Нинка замолчала, как будто вспоминала что-то. И на что-то решалась. У Сашки появилось неприятное ощущение, что Нинка сейчас расскажет что-то слишком личное – про себя, какую-нибудь гадость, после которой Сашка расхочет с ней дружить. Или отколет что-нибудь такое... Стыдное. Ещё Сашка заметила, как напрягся Виталик от упоминания незнакомого Витьки. Но Сашка знала, что ревновать ему не стоит.
– Когда нам было с Витькой уже по тринадцать лет, – продолжила Нинка, – он мне часто жаловался, что бабка его совсем спятила, начала доставать. А у них двухкомнатная квартира, бабка у него в комнате жила, сколько он себя помнил. Житья ему не давала, хоть и старенькая, а драться лезла, лупила его, обзывала уродом хромым. У Витьки... одним словом, у него дцп был. С ним кроме меня никто не дружил. А мне он нравился, он умный был и добрый. Все мальчишки злые и глупые, а он с самого детства добрый был.
Примерно в это время умерла, кажется, последняя старушка из соседнего подъезда. Из старичков только Витькина бабка осталась. Вечером иду я из школы, а Витька в сумерках у подъезда топчется. Меня не заметил. Подхожу, а он топчет гвоздичку похоронную, ему трудно на неё ногами попасть, но он топчет, топчет, старательно так. А у самого слёзы по щекам льются.
Я говорю:
– Вить, ты чего?
Он даже вздрогнул. На меня не смотрит:
– Хочу, – говорит, – чтобы бабушка умерла.
А сам опять плачет. Я его к нам в гости увела, чаем отпоила, отвлекла, уроки вместе сделали, хоть в разных классах учились, он вообще на домашнем обучении был.
А через три дня умерла его бабушка. И в тот же день у него самого приступ какой-то случился, после которого он вообще ходить перестал, раньше-то даже без костылей ходил, хоть и хромал, а тут в инвалидную коляску пересел. И поговорить с ним я никак не могла, он к себе не пускал и к телефону не подходил. Я за него очень переживала. Мы даже на похоронах его бабки не поговорили. Я домой вернулась и много-много в дневнике писала про это, и про Витьку вообще и про себя. И так и уснула с дневником.

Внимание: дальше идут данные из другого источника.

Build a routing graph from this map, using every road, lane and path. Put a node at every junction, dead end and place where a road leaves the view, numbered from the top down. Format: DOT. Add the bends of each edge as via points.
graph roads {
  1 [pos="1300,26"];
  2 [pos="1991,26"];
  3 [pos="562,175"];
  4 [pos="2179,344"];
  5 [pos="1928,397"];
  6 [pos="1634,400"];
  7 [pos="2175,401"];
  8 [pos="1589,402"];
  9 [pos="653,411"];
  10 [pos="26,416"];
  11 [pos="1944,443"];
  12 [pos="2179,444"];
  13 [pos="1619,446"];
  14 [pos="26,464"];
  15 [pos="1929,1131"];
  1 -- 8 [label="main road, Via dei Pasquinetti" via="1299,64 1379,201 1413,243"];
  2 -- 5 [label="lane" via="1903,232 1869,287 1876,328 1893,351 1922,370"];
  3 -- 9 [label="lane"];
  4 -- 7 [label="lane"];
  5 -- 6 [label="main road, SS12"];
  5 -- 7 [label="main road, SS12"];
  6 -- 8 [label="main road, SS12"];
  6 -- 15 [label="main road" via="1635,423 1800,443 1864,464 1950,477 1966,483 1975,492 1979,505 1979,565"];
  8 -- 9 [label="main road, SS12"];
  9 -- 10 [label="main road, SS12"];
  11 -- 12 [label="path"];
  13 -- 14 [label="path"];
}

Просыпаюсь, а мама сидит с моим дневником и читает... Не знаю, зачем она это сделала... А там много таких вещей было, которых никому нельзя было показывать. Я не хотела. Вообще-то у меня мама нормальная. (Тут Нинка сдавленно всхлипнула). Но я на неё разозлилась ужасно, накричала и убежала на улицу.
Стою, реву, злюсь на маму. А тут ещё эти гвоздики с похорон Витькиной бабки. Я взяла и со зла наступила на одну гвоздичку. Только сразу испугалась, даже слёзы высохли. Бабка-то Витькина умерла после того, как он гвоздики потоптал. А тут из подъезда Витьку его отец на прогулку вывозит. Они вечером и утром всегда гуляли... Как с собакой. Я предложила с Витькой погулять, так он обрадовался. Да и Витька обрадовался. Я ему всё рассказала, про дневник и про маму и про гвоздику. Он побледнел и говорит:
– Я знаю, что делать, не бойся, всё нормально с мамой будет.
А я не то чтобы в это верила... Что она всё-таки умрёт. Но всё равно неспокойно было. В общем, когда мы вернулись, Витька меня спросил, на какую я гвоздику наступила, подобрал её и в карман спрятал.
– Не бойся, – говорит опять. – Я всё сделаю.
Не знаю, откуда Витька всё это взял, может, его бабка успела научить. Если б я знала, чем это закончится... Потом я домой вернулась. Помирилась с мамой, но мне всё казалось, что она как-то бледно выглядит.
А утром мама заболела. Мы с папой чуть с ума не сошли – у неё голова начала сильно болеть, так что тошнило всё время, она даже встать не могла. Вечером пришлось скорую вызывать, и маму увезли. Вот тогда мне по-настоящему страшно стало. Я Витьке позвонила, он тоже грустный такой был, сказал, чтобы я не переживала и что такое может быть, что мама обязательно поправится. Утешил меня, в общем. Я второй день как на иголках провела, а на третий день... На третий день мама не умерла, но и не поправилась. Только я всё равно уже полегче вздохнула. А вечером к нам Витькин отец пришёл, говорит:
– Витя умер, похороны послезавтра, приходите.
И ушёл, даже не плакал, ничего, как будто сам умер. Тогда до меня дошло, что Витька этот сглаз с цветком на себя как-то принял, чтобы моя мама не умерла. Потому что он свою бабку как бы убил, наверное, решил так вину искупить. А может просто так. Просто хороший был.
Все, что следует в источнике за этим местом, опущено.